Eicosanoids comprise a large array of small-molecular-weight compounds that are synthesized in almost all mammalian cells from an unsaturated fatty acid, arachidonic acid (AA), chemically known as eicosatetraenoic acid. Eicosanoids are not stored in cells, but are synthesized in cells in response to stimuli. Elevated intracellular calcium and activation of protein kinase C (PKC) as the result of cell activation represent two key signaling pathways that initiate eicosanoid production. These signaling molecules activate a group of phospholipase A2 (PLA2), most notably the cytosolic PLA2, that catalyze the release of AA from membrane phospholipids (1,2). AA is metabolized to form eicosanoids by many enzymes, now classified into three enzymatic pathways: (a) cyclooxygenase (COX), (b) lipoxygenase (LOX), and (c) cytochrome P450 (CYP) (Figure 112.1). The COX pathway converts AA into classic prostaglandins (PG), namely prostacyclin (also known as PGI2) and thromboxane A2 (TXA2). The LOX pathway is responsible for producing leukotrienes (LT) and 5-, 12-, and 15-hydroxyeicosatetraenoic acid (HETE) (3,4). The CYP pathway generates diverse epoxy eicosatetraenoic acid (EET) and dihydroxy eicosatetraenoic acid (di-HETE) products (5).

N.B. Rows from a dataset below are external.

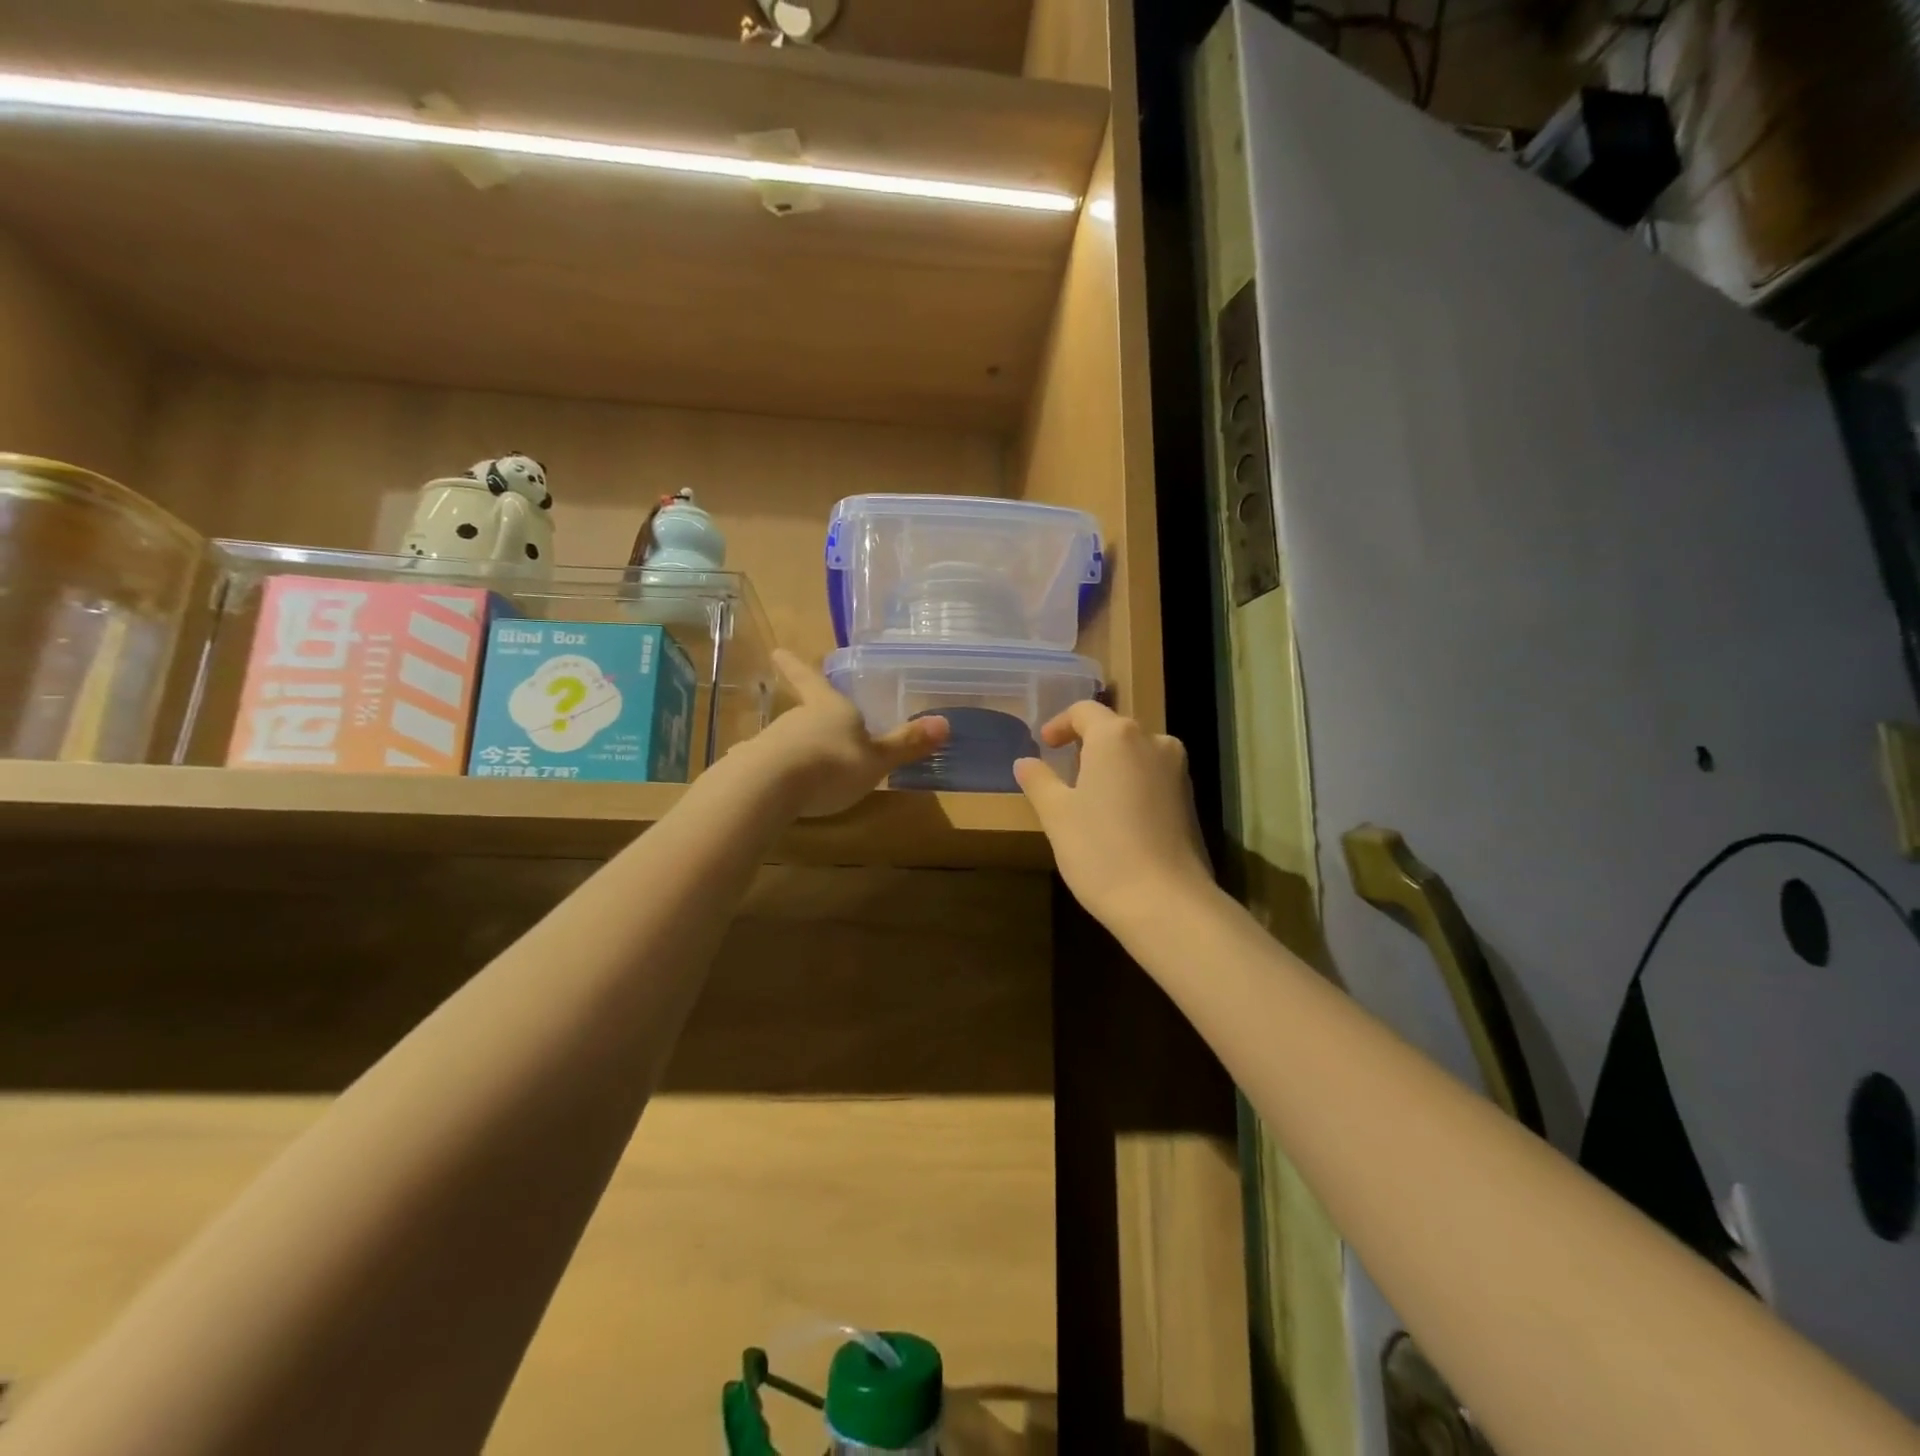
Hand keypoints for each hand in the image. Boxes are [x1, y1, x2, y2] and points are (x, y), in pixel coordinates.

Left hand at [741, 649, 947, 818]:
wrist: (771, 786)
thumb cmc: (832, 764)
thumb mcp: (877, 759)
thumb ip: (905, 744)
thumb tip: (944, 723)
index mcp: (828, 707)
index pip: (812, 679)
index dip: (796, 665)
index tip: (777, 650)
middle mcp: (797, 718)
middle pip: (803, 713)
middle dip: (811, 720)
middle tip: (822, 730)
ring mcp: (770, 741)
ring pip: (786, 741)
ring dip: (796, 750)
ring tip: (808, 771)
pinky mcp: (752, 768)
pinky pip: (768, 767)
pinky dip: (775, 774)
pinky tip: (776, 790)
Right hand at [1014, 702, 1214, 931]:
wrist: (1166, 902)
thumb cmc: (1101, 850)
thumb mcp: (1057, 815)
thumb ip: (1039, 780)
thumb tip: (1025, 762)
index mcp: (1117, 736)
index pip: (1084, 711)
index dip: (1060, 724)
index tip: (1044, 745)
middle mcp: (1153, 742)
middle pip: (1114, 729)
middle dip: (1086, 745)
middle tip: (1062, 772)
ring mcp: (1177, 771)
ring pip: (1136, 753)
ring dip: (1110, 765)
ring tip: (1088, 796)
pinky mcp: (1189, 800)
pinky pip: (1152, 777)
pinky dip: (1131, 784)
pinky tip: (1116, 817)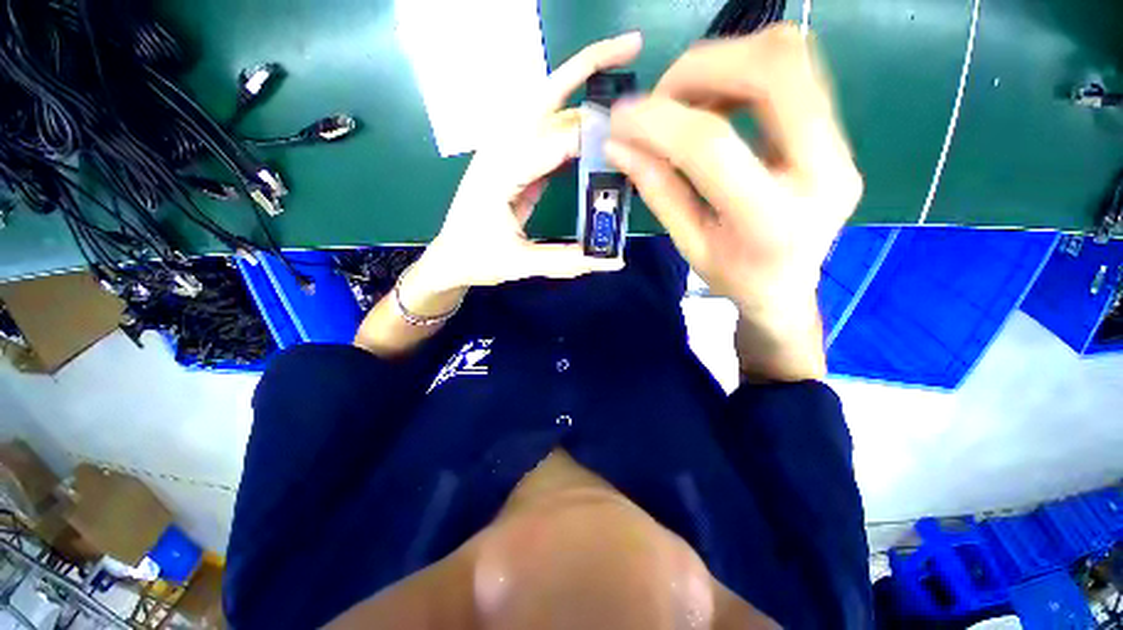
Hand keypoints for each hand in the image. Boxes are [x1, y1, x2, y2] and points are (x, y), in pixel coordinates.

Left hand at [412, 33, 643, 296]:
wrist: (451, 258)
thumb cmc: (478, 259)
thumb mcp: (521, 264)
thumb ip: (567, 261)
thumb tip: (614, 260)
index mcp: (499, 173)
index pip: (553, 141)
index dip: (593, 134)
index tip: (633, 136)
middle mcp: (501, 150)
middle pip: (545, 97)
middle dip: (587, 68)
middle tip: (630, 48)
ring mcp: (506, 152)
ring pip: (547, 110)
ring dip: (582, 89)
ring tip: (620, 76)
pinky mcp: (514, 161)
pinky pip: (547, 135)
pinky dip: (574, 125)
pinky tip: (596, 127)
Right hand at [605, 24, 862, 380]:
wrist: (788, 287)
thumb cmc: (734, 277)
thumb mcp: (689, 245)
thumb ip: (658, 191)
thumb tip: (619, 146)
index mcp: (771, 220)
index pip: (712, 146)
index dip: (658, 122)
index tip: (620, 119)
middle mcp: (823, 171)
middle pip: (773, 70)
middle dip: (701, 68)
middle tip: (659, 98)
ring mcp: (840, 146)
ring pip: (789, 56)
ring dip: (723, 62)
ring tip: (684, 101)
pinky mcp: (838, 132)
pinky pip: (794, 71)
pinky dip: (742, 70)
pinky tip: (715, 102)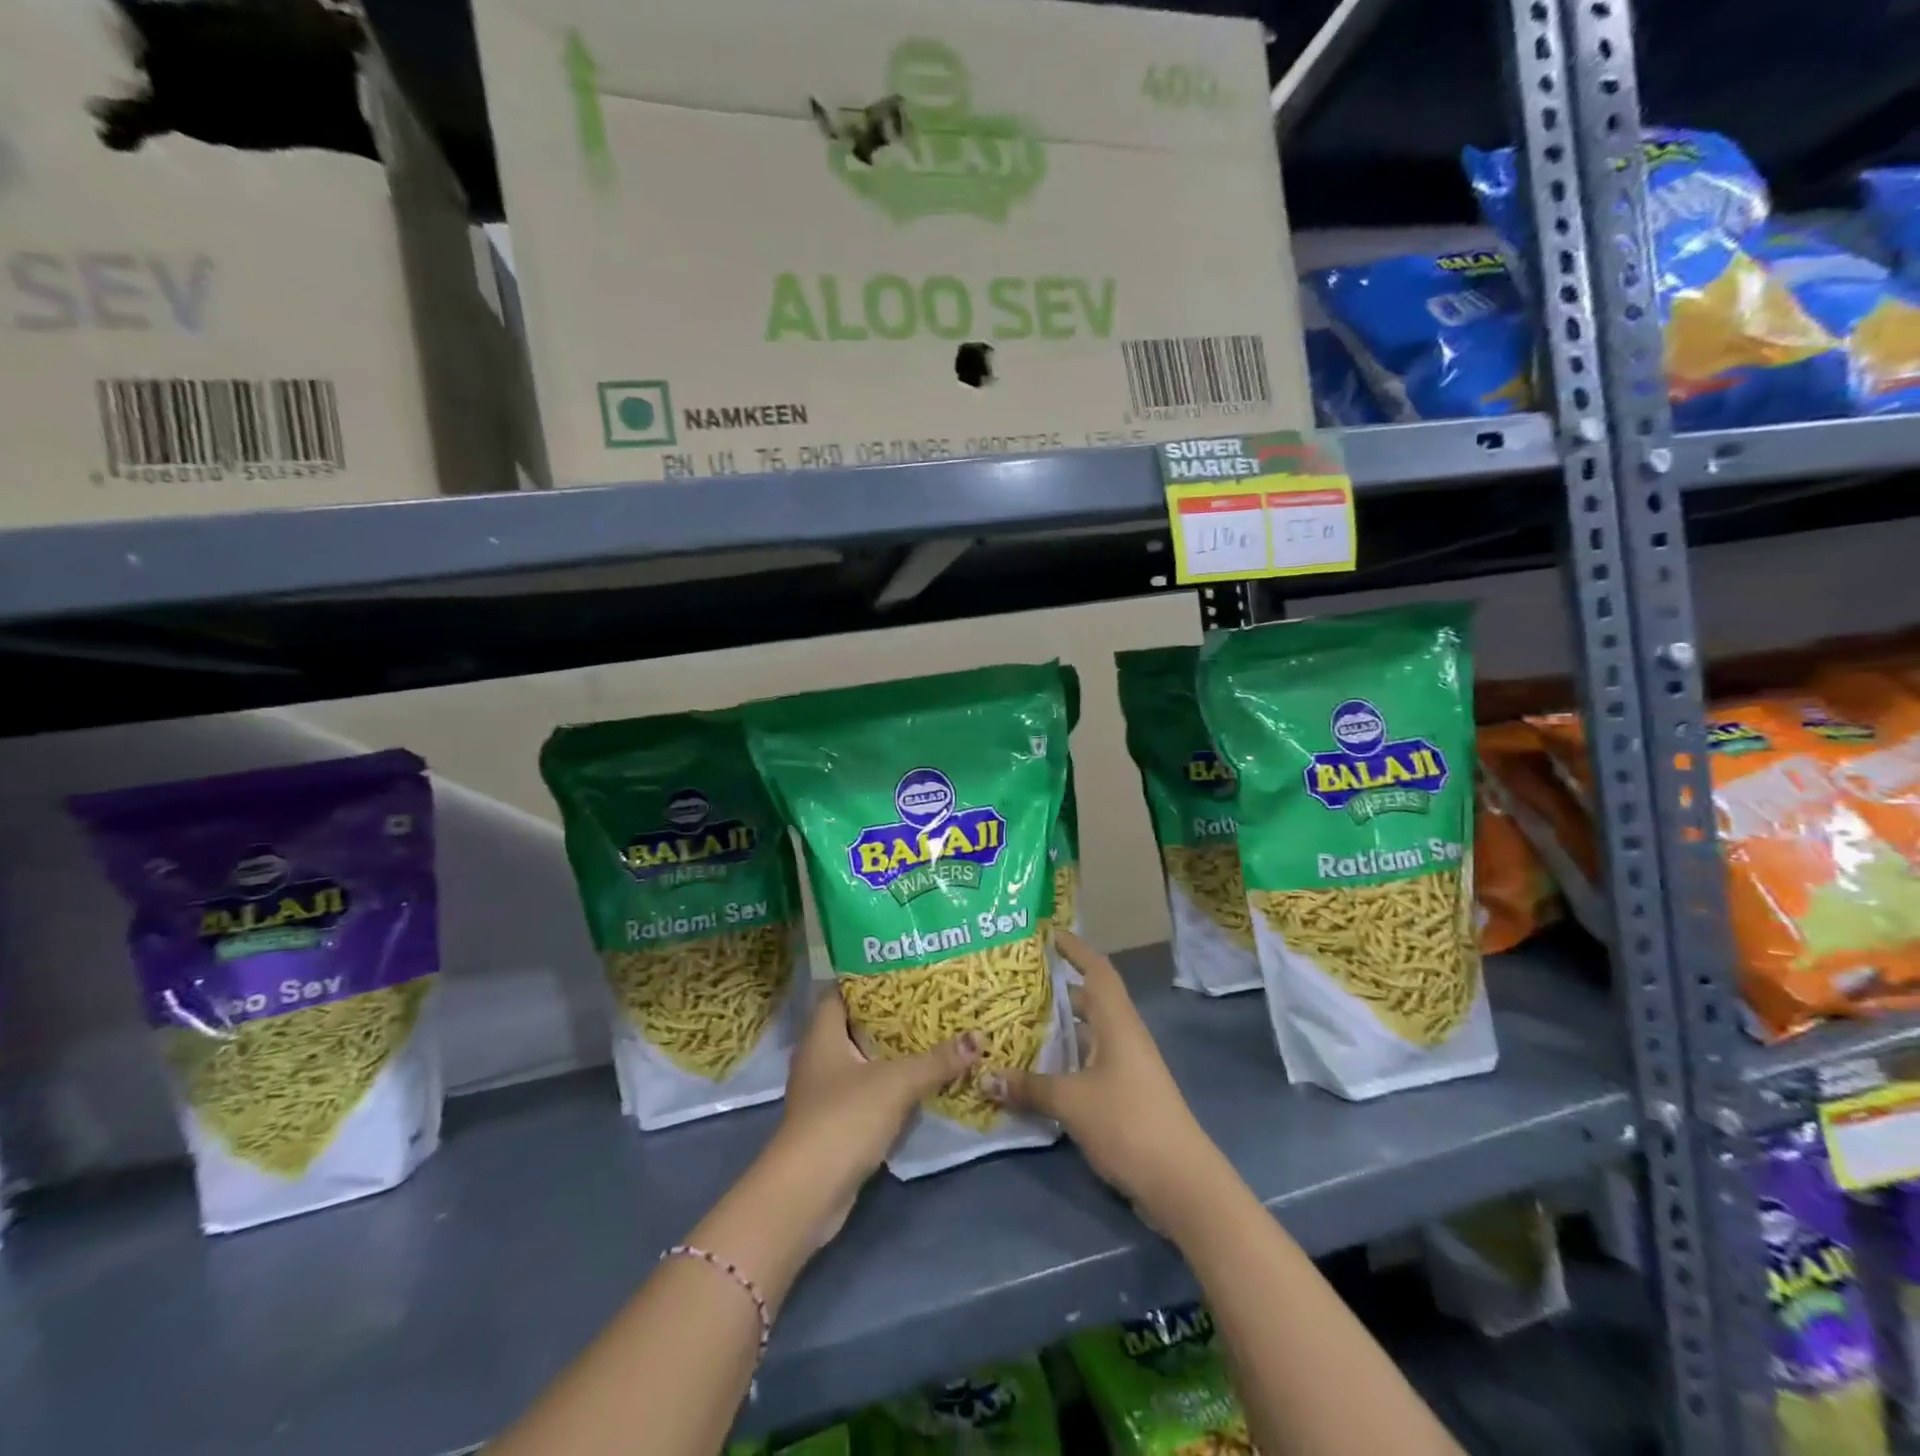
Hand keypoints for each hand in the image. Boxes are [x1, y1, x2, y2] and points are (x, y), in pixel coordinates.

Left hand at [768, 987, 980, 1245]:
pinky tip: (917, 1080)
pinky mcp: (834, 1122)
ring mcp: (823, 1092)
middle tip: (927, 1000)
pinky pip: (864, 1090)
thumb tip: (978, 1038)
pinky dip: (887, 1083)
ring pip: (860, 1059)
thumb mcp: (896, 1083)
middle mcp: (817, 1057)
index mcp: (821, 1034)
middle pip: (854, 1025)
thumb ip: (936, 1060)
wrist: (807, 1192)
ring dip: (890, 1051)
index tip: (902, 969)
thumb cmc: (843, 1118)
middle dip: (888, 1014)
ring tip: (929, 1034)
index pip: (839, 992)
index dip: (867, 978)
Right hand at [983, 931, 1218, 1224]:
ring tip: (1015, 1024)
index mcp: (1117, 1022)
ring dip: (1057, 1029)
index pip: (1096, 969)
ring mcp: (1126, 1066)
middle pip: (1088, 1000)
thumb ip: (1028, 1087)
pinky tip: (1035, 1072)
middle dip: (1055, 990)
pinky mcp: (1124, 1095)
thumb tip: (985, 1076)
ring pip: (1086, 1034)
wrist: (1181, 1183)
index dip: (1074, 948)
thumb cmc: (1128, 1123)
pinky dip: (1064, 1061)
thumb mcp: (1071, 1102)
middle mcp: (1123, 1036)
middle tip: (1014, 985)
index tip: (1046, 932)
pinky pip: (1088, 1063)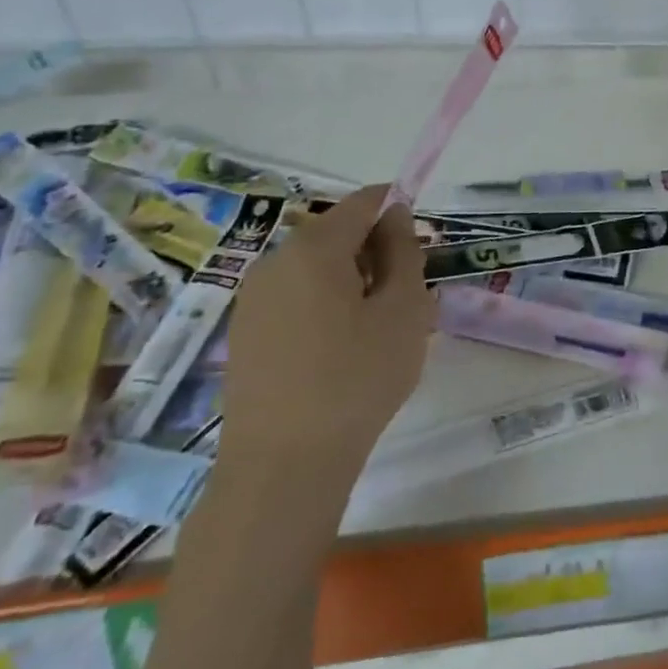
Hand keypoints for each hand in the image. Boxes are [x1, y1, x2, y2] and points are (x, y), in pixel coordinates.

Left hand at [217, 185, 434, 499]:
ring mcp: (252, 299)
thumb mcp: (403, 309)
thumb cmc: (357, 378)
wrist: (283, 466)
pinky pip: (295, 297)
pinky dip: (326, 305)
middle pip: (337, 233)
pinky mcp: (244, 333)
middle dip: (377, 250)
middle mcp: (274, 261)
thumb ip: (403, 251)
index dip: (398, 210)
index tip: (422, 246)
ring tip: (378, 327)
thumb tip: (395, 215)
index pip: (364, 202)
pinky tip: (342, 350)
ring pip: (316, 268)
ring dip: (353, 280)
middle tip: (408, 295)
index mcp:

Intracellular eicosanoids are released into extracellular milieu, where they act in an autocrine or paracrine manner. They bind a specific family of membrane eicosanoid receptors and induce diverse cellular activities via selective signaling pathways (6). Evidence is emerging that certain eicosanoids that are produced in the cell bind directly to intracellular receptors, thereby eliciting their cellular actions. Eicosanoids possess multiple, diverse biological actions that regulate and mediate the physiological functions of many organs. They play major pathophysiological roles in human diseases including cardiovascular disorders, asthma, and cancer (7–9).